Un ami nous ayant accompagnés, nous étions huit personnes, en comptant M. Price et ses trois agents. Il y avait donc deux yeux qui veillaient sur chacun de nous ; nous pouvions marcher tranquilles. Nous défilâmes deux par deux, le long du trottoir, silencieusement. Bientôt, quittant la rue Leman, qui est large et bien tracée — car c’est une remarque à faire, que dans les plus pauvres quartiers de Londres, on trouve quelquefois de grandes artères qui feraient envie à des quartiers moins misérables, — nous nous engageâmes dans un dédale de rues étroites et tortueuses. Ces rues presque désertes le jour, étaient alors fort animées.

Toutes les boutiques étaient illuminées ; les buvettes, remplies jusqu’à la porte, où souvent les buveurs faisaient queue. Nous rencontrions presque à chaque pas des groupes d’ouvriers, de matelots chantant ou se disputant, à moitié ivres. Au tournant des rues, de blondes et pâles filles, dont la beauté égalait quelquefois la jeunesse, mais fort pauvrement vêtues, pieds nus, jambes nues, la chevelure en désordre, la poitrine à peine couverte, accostaient les passants d’une voix enrouée. Il y avait cependant en tout cela un certain ordre, un certain calme ; on devinait que l’heure des ignobles saturnales n’avait pas encore sonné et que l’on n’était encore qu’au début.

M. Price, pour nous faire prendre patience, nous conduisit dans Grace’s alley, au Prince de Danemark, vaste établissement monté en théâtre.
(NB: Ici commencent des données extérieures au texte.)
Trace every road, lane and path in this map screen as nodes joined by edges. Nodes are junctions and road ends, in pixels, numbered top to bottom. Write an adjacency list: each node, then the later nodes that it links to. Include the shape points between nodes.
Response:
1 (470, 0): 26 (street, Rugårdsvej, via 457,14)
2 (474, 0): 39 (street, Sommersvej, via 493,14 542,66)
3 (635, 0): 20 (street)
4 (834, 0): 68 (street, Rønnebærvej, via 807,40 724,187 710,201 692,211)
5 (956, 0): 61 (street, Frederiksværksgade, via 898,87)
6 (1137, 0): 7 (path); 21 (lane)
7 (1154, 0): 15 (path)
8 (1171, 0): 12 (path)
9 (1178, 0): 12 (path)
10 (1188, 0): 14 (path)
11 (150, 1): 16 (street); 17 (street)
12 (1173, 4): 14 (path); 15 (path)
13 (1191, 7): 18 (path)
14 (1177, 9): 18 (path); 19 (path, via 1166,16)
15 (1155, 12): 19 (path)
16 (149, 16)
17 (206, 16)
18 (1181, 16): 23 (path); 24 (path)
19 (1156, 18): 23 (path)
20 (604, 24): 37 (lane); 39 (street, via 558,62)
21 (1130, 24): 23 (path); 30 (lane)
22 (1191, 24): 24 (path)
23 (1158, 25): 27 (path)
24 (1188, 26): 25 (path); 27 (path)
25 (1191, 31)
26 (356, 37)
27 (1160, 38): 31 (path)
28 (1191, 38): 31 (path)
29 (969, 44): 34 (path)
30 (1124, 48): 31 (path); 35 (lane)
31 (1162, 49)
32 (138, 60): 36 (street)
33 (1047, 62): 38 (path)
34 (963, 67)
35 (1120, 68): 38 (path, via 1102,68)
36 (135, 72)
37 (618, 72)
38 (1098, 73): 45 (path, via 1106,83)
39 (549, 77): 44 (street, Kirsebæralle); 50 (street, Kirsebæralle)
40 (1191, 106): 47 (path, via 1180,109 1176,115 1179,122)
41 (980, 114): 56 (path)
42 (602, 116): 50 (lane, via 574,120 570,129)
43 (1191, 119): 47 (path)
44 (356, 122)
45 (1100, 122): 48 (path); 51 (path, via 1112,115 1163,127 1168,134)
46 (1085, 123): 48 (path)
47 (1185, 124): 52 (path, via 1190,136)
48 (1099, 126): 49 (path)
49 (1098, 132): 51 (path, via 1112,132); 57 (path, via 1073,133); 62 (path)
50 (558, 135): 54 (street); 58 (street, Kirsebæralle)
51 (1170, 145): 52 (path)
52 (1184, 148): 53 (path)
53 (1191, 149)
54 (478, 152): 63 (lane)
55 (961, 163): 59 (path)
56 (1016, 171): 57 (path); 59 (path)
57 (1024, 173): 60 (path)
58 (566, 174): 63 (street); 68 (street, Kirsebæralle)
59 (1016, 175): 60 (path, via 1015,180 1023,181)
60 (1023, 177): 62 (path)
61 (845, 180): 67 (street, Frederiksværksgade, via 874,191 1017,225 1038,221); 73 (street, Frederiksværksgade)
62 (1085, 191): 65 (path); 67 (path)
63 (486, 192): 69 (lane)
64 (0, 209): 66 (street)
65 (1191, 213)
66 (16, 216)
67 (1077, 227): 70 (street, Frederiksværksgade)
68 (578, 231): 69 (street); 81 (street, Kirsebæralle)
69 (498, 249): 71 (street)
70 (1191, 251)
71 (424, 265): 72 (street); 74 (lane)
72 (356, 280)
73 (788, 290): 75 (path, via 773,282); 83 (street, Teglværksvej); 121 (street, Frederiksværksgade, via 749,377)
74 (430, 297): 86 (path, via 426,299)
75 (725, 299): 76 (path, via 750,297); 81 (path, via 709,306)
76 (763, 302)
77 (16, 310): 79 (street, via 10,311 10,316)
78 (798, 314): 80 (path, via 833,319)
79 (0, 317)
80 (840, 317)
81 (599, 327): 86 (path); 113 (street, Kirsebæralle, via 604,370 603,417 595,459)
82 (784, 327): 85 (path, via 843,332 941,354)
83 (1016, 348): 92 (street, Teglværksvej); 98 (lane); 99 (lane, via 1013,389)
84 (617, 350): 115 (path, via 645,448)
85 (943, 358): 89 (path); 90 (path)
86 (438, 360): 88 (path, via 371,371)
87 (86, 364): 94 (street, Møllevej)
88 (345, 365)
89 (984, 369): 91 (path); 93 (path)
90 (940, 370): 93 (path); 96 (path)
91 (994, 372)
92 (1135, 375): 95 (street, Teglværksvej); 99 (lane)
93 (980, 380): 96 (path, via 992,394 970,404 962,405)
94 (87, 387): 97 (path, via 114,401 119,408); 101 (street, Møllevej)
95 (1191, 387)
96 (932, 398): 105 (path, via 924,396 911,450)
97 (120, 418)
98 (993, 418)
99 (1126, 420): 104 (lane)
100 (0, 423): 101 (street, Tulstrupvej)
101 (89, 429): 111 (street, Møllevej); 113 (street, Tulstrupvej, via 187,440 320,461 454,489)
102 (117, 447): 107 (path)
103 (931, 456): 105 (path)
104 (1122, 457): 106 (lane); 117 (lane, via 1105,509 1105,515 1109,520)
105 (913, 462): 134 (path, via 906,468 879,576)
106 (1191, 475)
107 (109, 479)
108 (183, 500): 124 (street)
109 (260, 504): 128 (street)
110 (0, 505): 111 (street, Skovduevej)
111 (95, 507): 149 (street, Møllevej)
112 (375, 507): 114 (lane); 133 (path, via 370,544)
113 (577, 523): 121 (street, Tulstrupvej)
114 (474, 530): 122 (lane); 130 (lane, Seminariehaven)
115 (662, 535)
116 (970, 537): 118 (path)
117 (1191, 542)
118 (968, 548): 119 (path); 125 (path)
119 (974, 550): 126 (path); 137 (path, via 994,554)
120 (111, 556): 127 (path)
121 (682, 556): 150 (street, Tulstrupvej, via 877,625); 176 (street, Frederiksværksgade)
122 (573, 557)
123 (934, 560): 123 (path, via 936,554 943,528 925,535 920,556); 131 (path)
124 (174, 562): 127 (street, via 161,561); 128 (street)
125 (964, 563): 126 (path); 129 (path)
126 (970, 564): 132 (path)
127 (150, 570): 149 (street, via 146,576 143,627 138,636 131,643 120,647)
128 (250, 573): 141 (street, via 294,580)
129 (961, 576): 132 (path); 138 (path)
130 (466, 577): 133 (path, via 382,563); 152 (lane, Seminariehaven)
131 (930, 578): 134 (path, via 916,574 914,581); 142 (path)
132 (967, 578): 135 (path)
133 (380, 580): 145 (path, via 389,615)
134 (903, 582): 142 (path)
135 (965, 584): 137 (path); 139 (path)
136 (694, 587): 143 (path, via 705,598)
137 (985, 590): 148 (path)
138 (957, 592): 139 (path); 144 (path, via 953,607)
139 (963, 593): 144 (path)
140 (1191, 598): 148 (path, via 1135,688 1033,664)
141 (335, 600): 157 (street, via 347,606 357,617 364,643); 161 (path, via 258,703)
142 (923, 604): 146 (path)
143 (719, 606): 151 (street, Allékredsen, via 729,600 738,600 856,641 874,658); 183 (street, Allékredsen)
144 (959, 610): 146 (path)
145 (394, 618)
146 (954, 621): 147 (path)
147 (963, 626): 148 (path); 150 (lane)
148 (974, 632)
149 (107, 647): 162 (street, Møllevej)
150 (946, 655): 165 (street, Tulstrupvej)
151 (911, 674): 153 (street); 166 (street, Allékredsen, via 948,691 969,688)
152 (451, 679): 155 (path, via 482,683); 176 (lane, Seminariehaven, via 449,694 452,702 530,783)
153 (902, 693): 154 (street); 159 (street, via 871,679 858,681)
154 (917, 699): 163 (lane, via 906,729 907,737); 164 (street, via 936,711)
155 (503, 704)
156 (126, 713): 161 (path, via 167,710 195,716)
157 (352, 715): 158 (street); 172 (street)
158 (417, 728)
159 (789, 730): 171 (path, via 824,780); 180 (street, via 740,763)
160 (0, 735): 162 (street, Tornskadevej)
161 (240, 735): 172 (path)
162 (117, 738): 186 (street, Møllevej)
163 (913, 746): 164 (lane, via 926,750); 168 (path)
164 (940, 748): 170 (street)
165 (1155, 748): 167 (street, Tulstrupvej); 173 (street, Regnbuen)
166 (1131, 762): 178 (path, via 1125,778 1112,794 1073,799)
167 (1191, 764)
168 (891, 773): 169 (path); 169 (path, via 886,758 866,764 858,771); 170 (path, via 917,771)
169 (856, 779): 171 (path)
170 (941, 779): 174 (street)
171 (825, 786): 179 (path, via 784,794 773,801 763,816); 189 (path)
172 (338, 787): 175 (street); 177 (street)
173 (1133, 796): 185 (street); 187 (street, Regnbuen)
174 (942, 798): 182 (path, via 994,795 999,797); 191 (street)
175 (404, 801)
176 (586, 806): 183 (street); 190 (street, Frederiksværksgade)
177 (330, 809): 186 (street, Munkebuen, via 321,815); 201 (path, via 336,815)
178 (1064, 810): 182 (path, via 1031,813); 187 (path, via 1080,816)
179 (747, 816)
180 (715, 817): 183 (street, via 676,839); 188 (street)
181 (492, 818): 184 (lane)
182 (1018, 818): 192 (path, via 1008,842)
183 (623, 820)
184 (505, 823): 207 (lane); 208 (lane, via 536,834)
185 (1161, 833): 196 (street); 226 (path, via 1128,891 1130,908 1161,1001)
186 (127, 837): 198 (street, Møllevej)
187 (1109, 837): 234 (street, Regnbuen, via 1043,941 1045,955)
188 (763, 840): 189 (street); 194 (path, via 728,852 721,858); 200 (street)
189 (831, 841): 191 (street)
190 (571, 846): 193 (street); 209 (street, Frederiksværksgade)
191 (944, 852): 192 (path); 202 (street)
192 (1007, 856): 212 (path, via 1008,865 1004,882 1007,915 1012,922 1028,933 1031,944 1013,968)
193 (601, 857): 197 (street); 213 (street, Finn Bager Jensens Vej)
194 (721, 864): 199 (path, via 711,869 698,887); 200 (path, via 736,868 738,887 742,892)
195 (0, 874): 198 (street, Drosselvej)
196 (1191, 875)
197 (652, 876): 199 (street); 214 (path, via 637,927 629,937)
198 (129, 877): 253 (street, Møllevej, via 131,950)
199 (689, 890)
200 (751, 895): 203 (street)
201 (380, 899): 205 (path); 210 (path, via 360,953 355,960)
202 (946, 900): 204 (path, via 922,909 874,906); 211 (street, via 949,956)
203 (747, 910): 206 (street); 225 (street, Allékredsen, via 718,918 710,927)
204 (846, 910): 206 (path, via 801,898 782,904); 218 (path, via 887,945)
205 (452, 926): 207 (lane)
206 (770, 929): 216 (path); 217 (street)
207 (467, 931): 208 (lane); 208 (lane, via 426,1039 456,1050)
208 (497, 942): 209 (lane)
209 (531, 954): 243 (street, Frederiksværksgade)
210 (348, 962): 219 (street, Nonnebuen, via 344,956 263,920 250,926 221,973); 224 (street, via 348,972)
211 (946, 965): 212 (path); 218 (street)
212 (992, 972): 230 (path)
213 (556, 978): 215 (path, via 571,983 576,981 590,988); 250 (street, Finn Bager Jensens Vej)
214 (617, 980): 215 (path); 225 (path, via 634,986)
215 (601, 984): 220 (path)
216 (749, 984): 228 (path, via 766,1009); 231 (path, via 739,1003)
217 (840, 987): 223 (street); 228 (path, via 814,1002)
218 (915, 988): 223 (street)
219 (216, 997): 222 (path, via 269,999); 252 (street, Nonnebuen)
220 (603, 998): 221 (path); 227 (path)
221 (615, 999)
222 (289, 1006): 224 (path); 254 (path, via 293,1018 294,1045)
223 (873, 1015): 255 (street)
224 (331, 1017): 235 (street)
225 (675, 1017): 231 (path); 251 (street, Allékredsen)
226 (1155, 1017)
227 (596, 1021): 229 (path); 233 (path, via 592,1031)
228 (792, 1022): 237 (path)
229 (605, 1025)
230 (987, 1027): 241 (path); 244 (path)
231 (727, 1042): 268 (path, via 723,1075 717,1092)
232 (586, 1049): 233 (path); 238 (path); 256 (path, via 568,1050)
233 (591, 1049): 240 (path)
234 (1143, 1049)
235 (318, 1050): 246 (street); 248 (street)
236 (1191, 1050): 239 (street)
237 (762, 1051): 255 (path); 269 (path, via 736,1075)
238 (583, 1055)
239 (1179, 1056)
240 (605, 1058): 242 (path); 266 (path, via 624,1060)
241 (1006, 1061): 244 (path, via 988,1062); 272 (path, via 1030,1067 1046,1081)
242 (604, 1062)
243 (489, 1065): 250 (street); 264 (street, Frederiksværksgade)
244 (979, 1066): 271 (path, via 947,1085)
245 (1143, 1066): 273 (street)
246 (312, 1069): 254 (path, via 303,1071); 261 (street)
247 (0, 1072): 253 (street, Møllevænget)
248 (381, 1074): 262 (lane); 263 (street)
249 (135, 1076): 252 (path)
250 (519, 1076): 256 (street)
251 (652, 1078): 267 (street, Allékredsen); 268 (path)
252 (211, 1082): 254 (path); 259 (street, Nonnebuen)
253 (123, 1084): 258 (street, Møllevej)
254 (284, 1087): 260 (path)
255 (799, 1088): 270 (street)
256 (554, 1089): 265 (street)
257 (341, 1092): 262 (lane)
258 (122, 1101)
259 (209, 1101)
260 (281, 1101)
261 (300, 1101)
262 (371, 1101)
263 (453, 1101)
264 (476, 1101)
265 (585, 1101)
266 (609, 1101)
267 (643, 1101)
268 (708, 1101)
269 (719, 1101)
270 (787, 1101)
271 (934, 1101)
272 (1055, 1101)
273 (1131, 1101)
Au contrôle, on reconnut la police et l’on nous laissa passer sans billets. Le Prince de Danemark est un café chantant et dansant fort suivi ; on y montre aussi des chiens et des singes savants, et des bateleurs y exécutent des tours de force sur le trapèze et la corde tendue. Tout cela nous amusa un instant. Le public du lieu prenait grand intérêt à la représentation, et nous ne remarquâmes rien dans le costume ou la figure des spectateurs qui nous parût extraordinaire. Décidément M. Price tenait à opérer par gradation. Nous ne tardâmes pas, en effet, à passer dans divers cafés chantants, ou des matelots étrangers, mêlés à des femmes éhontées, composaient tout le public des exécutants et des spectateurs.

Petits vagabonds sommeillants. — Dessin de Durand-Brager.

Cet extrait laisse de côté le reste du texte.